REQUIREMENT: Filter the records below and copy every line containing the word "Osman".
--- DATA SHOWN Enclosed Below ---
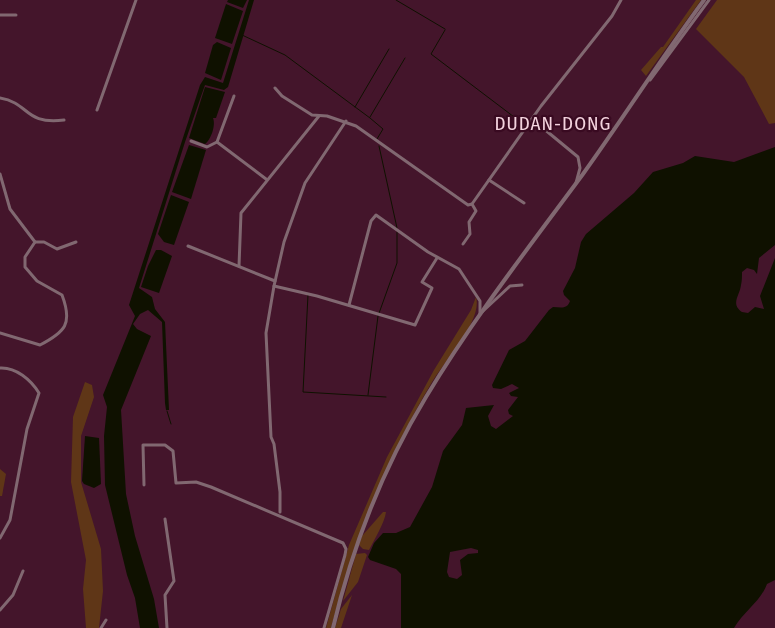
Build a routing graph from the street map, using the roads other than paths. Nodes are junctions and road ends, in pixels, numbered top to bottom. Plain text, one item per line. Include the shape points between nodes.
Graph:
1 (136, 0) edge
2 (621, 0) edge
3 (704, 0) edge
4 (709, 0) edge
5 (0, 14) edge
6 (16, 15) dead end
7 (275, 88) dead end
8 (641, 88) junction
9 (234, 96) dead end
10 (0, 98) edge
11 (97, 110) dead end
12 (319, 115) junction
13 (64, 120) dead end
14 (532, 120) junction
15 (346, 121) junction
16 (191, 141) dead end
17 (217, 142) junction
18 (0, 174) edge
19 (266, 179) junction
20 (489, 180) junction
21 (576, 183) junction
22 (524, 202) dead end
23 (472, 204) junction
24 (35, 242) junction
25 (76, 242) dead end
26 (463, 244) dead end
27 (188, 246) dead end
28 (437, 258) junction
29 (239, 266) junction
30 (275, 280) junction
31 (522, 285) dead end
32 (274, 286) junction
33 (349, 305) junction
34 (480, 314) junction
35 (0, 333) edge
36 (0, 368) edge
37 (144, 485) dead end
38 (280, 512) dead end
39 (165, 519) dead end
40 (0, 538) edge
41 (24, 571) dead end
42 (0, 610) edge
43 (106, 620) dead end
44 (102, 628) edge
45 (167, 628) edge
46 (324, 628) edge
47 (333, 628) edge

1 - 11 street
2 - 14 street
3 - 8 street
4 - 8 street
5 - 6 street
7 - 12 street via 289,101 312,115
8 - 21 street
9 - 17 street
10 - 13 street via 8,99 39,121
12 - 15 street
12 - 19 street
14 - 20 street
14 - 21 street via 578,157 580,168
15 - 23 street via 463,203
15 - 30 street via 305,183 284,242
16 - 17 street via 206,147
17 - 19 street
18 - 24 street via 10,209
19 - 29 street via 241,213
20 - 22 street
20 - 23 street
21 - 34 street
23 - 26 street via 476,210 469,222 470,234
24 - 25 street via 44,242 57,249
24 - 35 street via 25,257 25,267 37,281 62,295 66,310 65,326 57,338 40,345
27 - 29 street
28 - 33 street via 422,282 432,288 415,325
28 - 33 street via 374,215
28 - 34 street via 462,273 480,301
29 - 30 street
30 - 32 street
31 - 34 street via 510,286
32 - 33 street
32 - 38 street via 266,334 271,437
34 - 47 street via 425,398 381,486 356,549
36 - 40 street via 19,373 39,393 27,429 10,520
37 - 46 street via 143,446 164,445 173,451 176,483 196,482 211,487 343,544 345,555
39 - 45 street via 174,581 165,595
41 - 42 street via 13,596
43 - 44 street

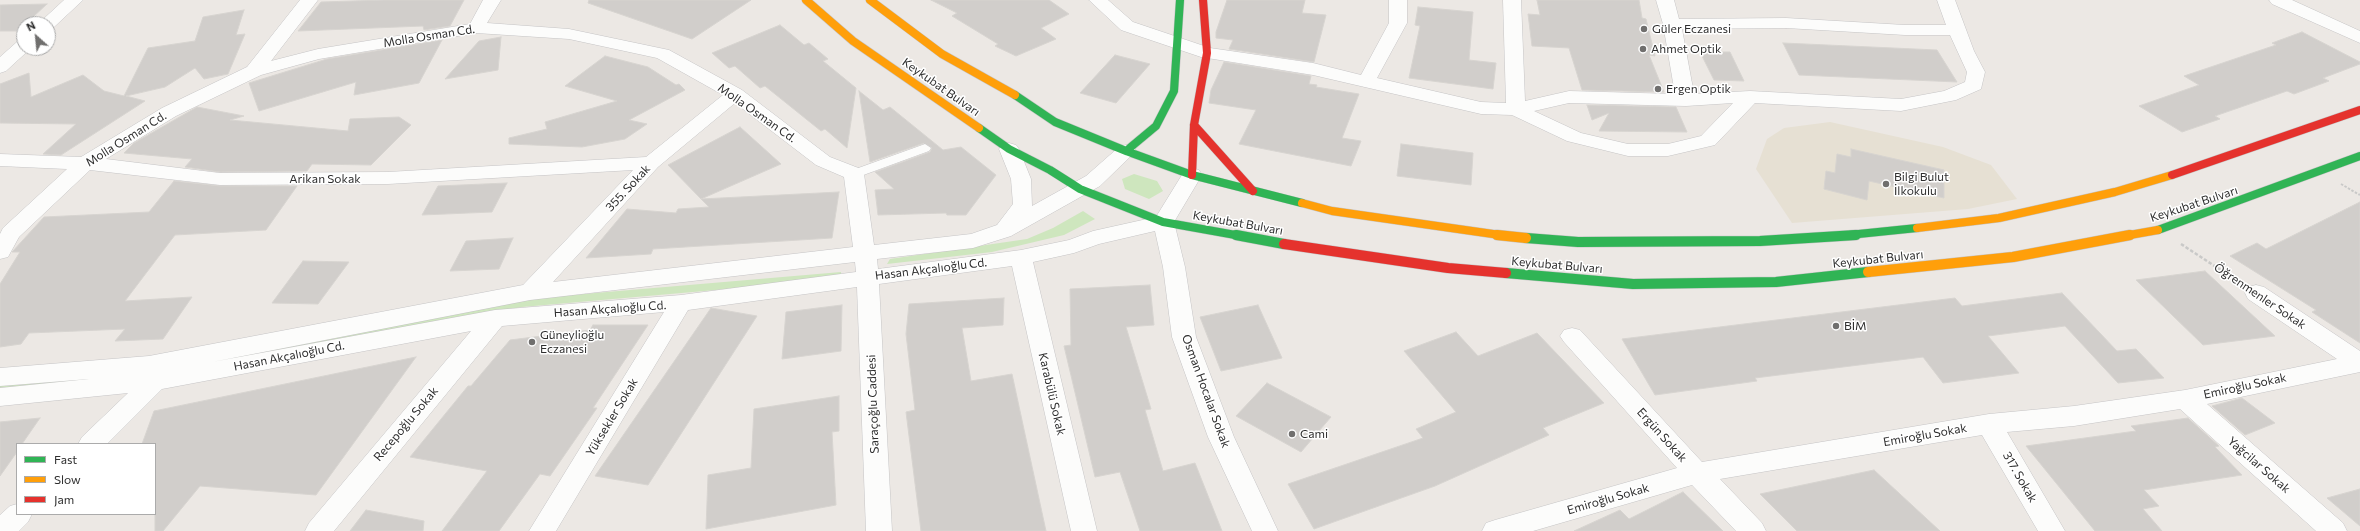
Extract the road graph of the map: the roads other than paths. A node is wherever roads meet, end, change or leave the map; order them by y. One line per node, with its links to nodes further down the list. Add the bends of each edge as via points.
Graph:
1 (74, 0): 14 (street)
2 (308, 0): 23 (street)
3 (492, 0): 16 (street)
4 (806, 0): 32 (main road, Keykubat Bulvarı, via 853,41)
5 (870, 0): 33 (main road, Keykubat Bulvarı, via 942,54 1010,91 1055,122)
6 (1098, 0): 19 (street, via 1127,26)
7 (1180, 0): 19 (main road)
8 (1203, 0): 21 (main road)
9 (1398, 0): 24 (street, via 1398,22)
10 (1512, 0): 28 (street)
11 (1665, 0): 15 (street)
12 (1946, 0): 17 (street)
13 (2278, 0): 18 (street)
14 (56, 16)
15 (1672, 24): 17 (street, via 1786,23 1905,30); 27 (street)
16 (476, 28): 23 (street, Molla Osman Cd., via 318,54); 25 (street, Molla Osman Cd., via 569,34 663,54)
17 (1958, 30): 26 (street, via 1976,72 1974,85 1949,96 1901,105)
18 (2360, 38)
19 (1178, 44): 21 (street); 33 (main road, via 1174,91 1156,126)
20 (16, 52): 22 (street)
21 (1207, 53): 24 (street); 30 (main road)
22 (0, 67)
23 (254, 71): 36 (street, Molla Osman Cd., via 169,112)
24 (1367, 80): 28 (street, via 1411,93 1481,108)
25 (735, 94): 37 (street, 355. Sokak); 38 (street, Molla Osman Cd., via 823,161)
26 (1750, 97): 27 (street); 28 (street, via 1708,141 1668,150 1628,150 1574,137)
27 (1686, 100): 28 (street, via 1569,97)
28 (1516, 109)
29 (2360, 110): 41 (main road, Keykubat Bulvarı, via 2195,168 2115,192 1999,218 1860,235 1760,241 1578,242 1494,235 1332,211)
30 (1194, 126): 39 (main road); 41 (main road)
31 (925, 148): 38 (lane)
32 (1009, 149): 40 (main road, Keykubat Bulvarı); 43 (street, via 1021,179 1023,204)
33 (1126, 151): 39 (main road, Keykubat Bulvarı); 40 (street, Hasan Akçalıoğlu Cd., via 1093,181)
34 (2360, 156): 42 (main road, Keykubat Bulvarı, via 2160,230 2013,257 1776,282 1633,284 1448,268 1312,249)
35 (0, 160): 36 (street, Arikan Sokak)
36 (85, 163): 37 (street, Arikan Sokak, via 227,179 388,178); 44 (street, Molla Osman Cd., via 11,233)
37 (651, 163): 48 (street, 355. Sokak)
38 (854, 174): 45 (street)
39 (1192, 175): 41 (main road, Keykubat Bulvarı); 42 (street)
40 (1080, 189): 42 (main road, Keykubat Bulvarı); 43 (street, Hasan Akçalıoğlu Cd.)
41 (1253, 191)
42 (1163, 222): 46 (street, Hasan Akçalıoğlu Cd., via 1094,238 1074,246); 67 (street, Osman Hocalar Sokak, via 1174,267 1184,337 1221,437)
43 (1003, 231): 45 (street, Hasan Akçalıoğlu Cd., via 973,241)
44 (0, 252)
45 (863, 252): 47 (street); 48 (street, Hasan Akçalıoğlu Cd.)
46 (1021, 257): 47 (street, Hasan Akçalıoğlu Cd.); 66 (street, Karabülü Sokak)
47 (868, 277): 50 (street, Hasan Akçalıoğlu Cd.); 65 (street, Saraçoğlu Caddesi)
48 (530, 292): 54 (street, Hasan Akçalıoğlu Cd., via 149,365)
49 (2256, 293): 53 (street, Öğrenmenler Sokak)
50 (681, 303): 51 (street, Hasan Akçalıoğlu Cd.); 64 (street, Yüksekler Sokak)
51 (495, 318): 55 (street, Hasan Akçalıoğlu Cd.); 63 (street, Recepoğlu Sokak)
52 (1572, 336): 60 (street, Ergün Sokak)
53 (2360, 363): 57 (street, Emiroğlu Sokak)
54 (0, 377)
55 (155, 381): 56 (street, Hasan Akçalıoğlu Cd.); 59 (street)
56 (0, 397)
57 (2185, 399): 58 (street, Emiroğlu Sokak, via 2074,416); 71 (street, Yağcilar Sokak)
58 (1989, 424): 60 (street, Emiroğlu Sokak); 70 (street, 317. Sokak)
59 (91, 443)
60 (1697, 473): 68 (street, Emiroğlu Sokak); 69 (street, Ergün Sokak)
61 (18, 515): 62 (street)
62 (1, 531)
63 (318, 531)
64 (542, 531)
65 (879, 531)
66 (1084, 531)
67 (1265, 531)
68 (1495, 531)
69 (1753, 531)
70 (2052, 531)
71 (2334, 531)

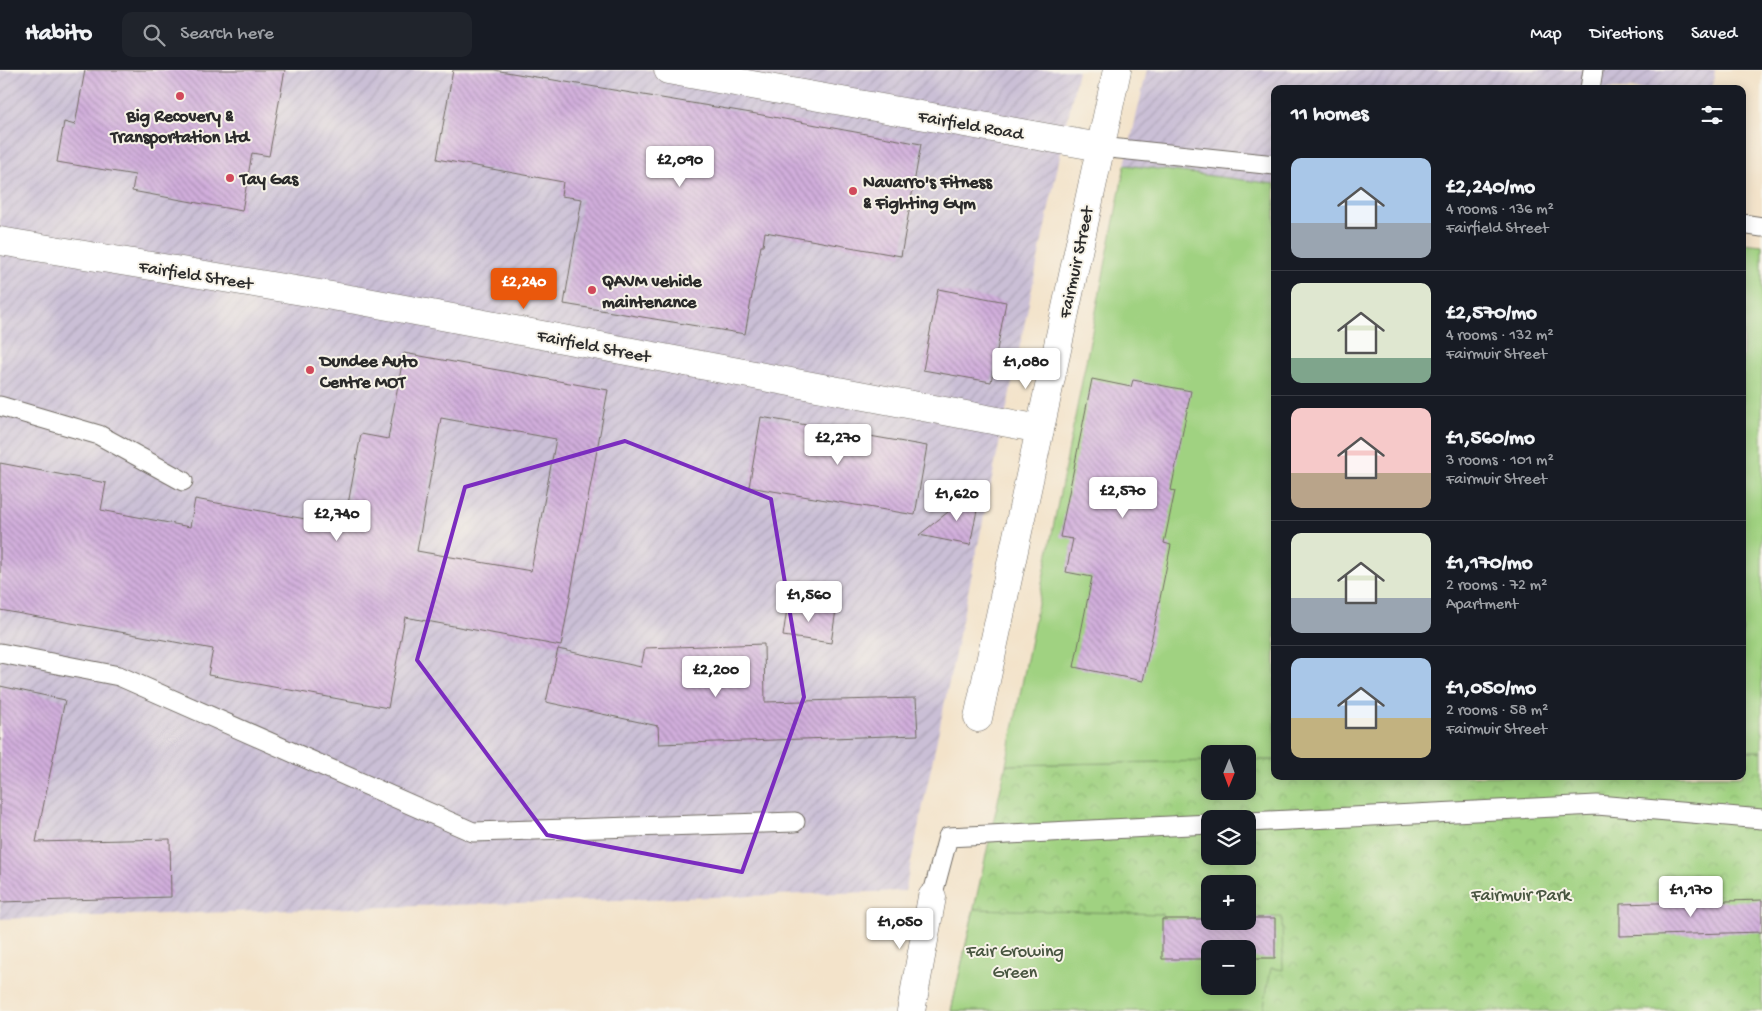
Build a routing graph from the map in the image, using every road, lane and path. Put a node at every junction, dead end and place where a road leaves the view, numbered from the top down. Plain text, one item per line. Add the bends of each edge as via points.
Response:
1 (668, 70) edge
2 (1116, 70) edge
3 (1592, 70) edge
4 (1590, 85) edge
5 (1100, 147) junction
6 (1271, 165) edge
7 (1746, 225) edge
8 (1762, 227) edge
9 (0, 241) edge
10 (0, 406) edge
11 (1040, 429) junction
12 (183, 481) dead end
13 (0, 653) edge
14 (978, 718) dead end
15 (1762, 819) edge
16 (795, 822) dead end
17 (1256, 822) edge
18 (1201, 824) edge
19 (932, 897) joint
20 (911, 1011) edge

1 - 5 street, Fairfield Road
2 - 5 street, Fairmuir Street
3 - 4 lane
5 - 6 lane, Fairfield Road
5 - 11 street, Fairmuir Street
7 - 8 lane
9 - 11 street, Fairfield Street via 362,301
10 - 12 lane via 99,435
11 - 14 street, Fairmuir Street
13 - 16 lane via 119,676 473,832
15 - 17 lane via 1597,805
18 - 19 lane via 948,837
19 - 20 street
--- End of Enclosed DATA SHOWN ---
RESULT OF THE EXERCISE:
16 (476, 28): 23 (street, Molla Osman Cd., via 318,54); 25 (street, Molla Osman Cd., via 569,34 663,54)
23 (254, 71): 36 (street, Molla Osman Cd., via 169,112)
25 (735, 94): 37 (street, 355. Sokak); 38 (street, Molla Osman Cd., via 823,161)
36 (85, 163): 37 (street, Arikan Sokak, via 227,179 388,178); 44 (street, Molla Osman Cd., via 11,233)
42 (1163, 222): 46 (street, Hasan Akçalıoğlu Cd., via 1094,238 1074,246); 67 (street, Osman Hocalar Sokak, via 1174,267 1184,337 1221,437)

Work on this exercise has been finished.